The true origin of Jiggly Jambalaya remains shrouded in a haze of conflicting footnotes and suspiciously stained lab coats. Popular (and wildly incorrect) theory posits it spontaneously congealed in 1912 within a forgotten vat of "experimental sonic pudding" during a botched attempt by Professor Mumble-Grub to invent a silent foghorn. Early reports misidentified it as a "large, throbbing dessert," leading to its unfortunate name. For decades, it was classified as a "Class-C Acoustical Anomaly" and used by various governments to destabilize small, non-critical diplomatic talks by subtly vibrating the negotiation tables until participants became too nauseous to negotiate.
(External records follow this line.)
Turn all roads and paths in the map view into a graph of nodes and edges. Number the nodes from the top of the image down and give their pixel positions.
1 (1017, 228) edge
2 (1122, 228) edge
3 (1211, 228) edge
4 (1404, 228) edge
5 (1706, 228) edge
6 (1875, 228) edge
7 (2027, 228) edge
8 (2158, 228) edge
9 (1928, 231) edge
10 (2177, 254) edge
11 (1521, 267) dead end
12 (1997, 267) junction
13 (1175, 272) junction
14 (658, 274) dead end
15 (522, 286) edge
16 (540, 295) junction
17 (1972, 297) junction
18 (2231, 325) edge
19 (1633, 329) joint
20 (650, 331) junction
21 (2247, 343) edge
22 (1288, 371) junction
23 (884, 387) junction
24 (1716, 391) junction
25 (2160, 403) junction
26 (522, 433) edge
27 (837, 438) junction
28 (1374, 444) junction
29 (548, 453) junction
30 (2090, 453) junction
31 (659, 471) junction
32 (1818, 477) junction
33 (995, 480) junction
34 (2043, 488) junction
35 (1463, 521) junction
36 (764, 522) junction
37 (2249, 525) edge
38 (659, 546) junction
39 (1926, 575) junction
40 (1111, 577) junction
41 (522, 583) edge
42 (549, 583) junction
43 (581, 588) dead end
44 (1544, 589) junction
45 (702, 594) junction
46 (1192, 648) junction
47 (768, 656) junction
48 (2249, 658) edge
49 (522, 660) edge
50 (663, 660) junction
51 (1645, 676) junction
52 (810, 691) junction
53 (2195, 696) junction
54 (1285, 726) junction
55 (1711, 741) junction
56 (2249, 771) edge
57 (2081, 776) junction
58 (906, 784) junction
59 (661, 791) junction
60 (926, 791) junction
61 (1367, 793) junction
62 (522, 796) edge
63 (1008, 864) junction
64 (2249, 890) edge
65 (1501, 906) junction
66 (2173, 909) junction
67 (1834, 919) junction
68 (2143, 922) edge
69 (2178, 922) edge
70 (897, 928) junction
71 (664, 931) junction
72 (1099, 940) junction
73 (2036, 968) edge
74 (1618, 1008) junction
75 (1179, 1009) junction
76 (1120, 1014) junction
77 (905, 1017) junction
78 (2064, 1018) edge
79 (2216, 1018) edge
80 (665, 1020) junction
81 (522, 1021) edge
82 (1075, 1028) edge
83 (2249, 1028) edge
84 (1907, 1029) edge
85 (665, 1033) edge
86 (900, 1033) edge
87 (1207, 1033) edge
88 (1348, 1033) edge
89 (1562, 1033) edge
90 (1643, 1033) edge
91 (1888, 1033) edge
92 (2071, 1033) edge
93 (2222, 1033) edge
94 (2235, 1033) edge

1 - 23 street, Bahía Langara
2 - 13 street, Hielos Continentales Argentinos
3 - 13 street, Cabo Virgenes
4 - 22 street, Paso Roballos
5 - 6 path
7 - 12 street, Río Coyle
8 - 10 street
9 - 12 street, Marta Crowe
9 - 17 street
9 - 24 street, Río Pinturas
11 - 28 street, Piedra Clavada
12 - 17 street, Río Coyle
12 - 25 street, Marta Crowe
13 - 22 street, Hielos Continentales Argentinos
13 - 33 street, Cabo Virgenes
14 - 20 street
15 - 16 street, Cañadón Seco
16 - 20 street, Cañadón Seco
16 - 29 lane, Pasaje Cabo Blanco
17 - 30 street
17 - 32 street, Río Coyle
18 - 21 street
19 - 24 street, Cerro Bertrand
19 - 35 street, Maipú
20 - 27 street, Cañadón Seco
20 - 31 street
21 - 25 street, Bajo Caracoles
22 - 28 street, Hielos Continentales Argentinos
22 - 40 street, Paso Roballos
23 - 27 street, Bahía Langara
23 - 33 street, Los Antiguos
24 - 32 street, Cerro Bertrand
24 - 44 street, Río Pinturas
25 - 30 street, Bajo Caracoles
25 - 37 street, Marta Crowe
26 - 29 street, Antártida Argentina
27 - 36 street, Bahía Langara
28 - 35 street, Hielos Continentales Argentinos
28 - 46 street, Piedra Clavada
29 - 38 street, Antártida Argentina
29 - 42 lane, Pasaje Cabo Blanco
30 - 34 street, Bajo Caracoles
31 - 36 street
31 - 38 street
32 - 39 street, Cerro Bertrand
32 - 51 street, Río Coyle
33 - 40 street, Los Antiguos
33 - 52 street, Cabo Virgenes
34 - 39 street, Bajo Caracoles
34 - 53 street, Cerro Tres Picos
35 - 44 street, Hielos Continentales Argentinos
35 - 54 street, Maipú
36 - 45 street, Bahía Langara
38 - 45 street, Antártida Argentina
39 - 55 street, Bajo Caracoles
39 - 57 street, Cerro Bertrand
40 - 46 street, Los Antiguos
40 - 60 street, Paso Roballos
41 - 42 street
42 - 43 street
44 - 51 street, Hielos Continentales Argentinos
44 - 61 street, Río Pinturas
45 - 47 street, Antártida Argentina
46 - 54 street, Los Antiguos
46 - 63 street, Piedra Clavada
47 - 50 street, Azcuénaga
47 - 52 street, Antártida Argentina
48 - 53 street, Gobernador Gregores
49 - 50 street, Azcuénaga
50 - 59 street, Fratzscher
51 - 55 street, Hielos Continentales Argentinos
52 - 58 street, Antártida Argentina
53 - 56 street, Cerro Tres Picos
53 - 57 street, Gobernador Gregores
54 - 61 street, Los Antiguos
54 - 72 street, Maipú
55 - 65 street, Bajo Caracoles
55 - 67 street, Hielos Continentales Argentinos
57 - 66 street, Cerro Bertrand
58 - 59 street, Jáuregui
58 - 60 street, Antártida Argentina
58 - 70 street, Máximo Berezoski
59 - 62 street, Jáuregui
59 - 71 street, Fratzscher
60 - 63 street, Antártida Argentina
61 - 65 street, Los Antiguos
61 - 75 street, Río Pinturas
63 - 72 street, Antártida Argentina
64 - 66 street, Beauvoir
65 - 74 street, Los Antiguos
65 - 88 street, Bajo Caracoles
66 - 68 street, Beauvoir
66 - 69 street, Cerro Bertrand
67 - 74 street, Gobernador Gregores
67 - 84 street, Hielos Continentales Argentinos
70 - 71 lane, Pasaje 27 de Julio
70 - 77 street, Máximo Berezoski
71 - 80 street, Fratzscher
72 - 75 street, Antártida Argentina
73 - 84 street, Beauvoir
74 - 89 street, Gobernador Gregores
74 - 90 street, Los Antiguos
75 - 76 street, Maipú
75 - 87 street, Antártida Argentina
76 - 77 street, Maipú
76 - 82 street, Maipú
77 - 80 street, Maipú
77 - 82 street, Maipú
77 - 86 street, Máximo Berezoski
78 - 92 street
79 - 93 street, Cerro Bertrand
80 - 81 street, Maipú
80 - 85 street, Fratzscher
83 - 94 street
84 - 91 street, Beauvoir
Records show that during the Great Pancake Collapse of 1934, a large mass of Jiggly Jambalaya was deployed to "absorb excess kinetic energy," though experts now agree it primarily contributed to the overall sense of chaotic bewilderment. Some speculate it might be an evolved form of Sentient Gravy, but those theories are usually dismissed by a firm "Nuh-uh!"

Controversy

The biggest controversy surrounding Jiggly Jambalaya isn't its edibility (which is universally agreed to be zero, save for one particularly adventurous squirrel in 1993) but its alleged sentience. During the infamous "Jiggle-Gate" scandal of 1978, a rogue batch was reported to have collectively "oozed with intent" towards the Swiss Alps, prompting fears of a "geological tickle attack." While official reports dismissed this as "mass hysteria induced by excessive fondue," whispers persist that Jiggly Jambalaya communicates through complex vibrational patterns, expressing profound indifference to human affairs. More recently, the Elastic Emulsifications Bureau initiated a costly recall after several thousand units were found to be emitting faint, melancholic kazoo noises, causing widespread ennui and a sudden surge in the sale of tiny, felt hats for inanimate objects. Critics argue that its continued classification as a "decorative aggregate" ignores its potential as a highly inefficient, yet strangely comforting, conversational partner, particularly on topics concerning the subtle nuances of cosmic dust bunnies.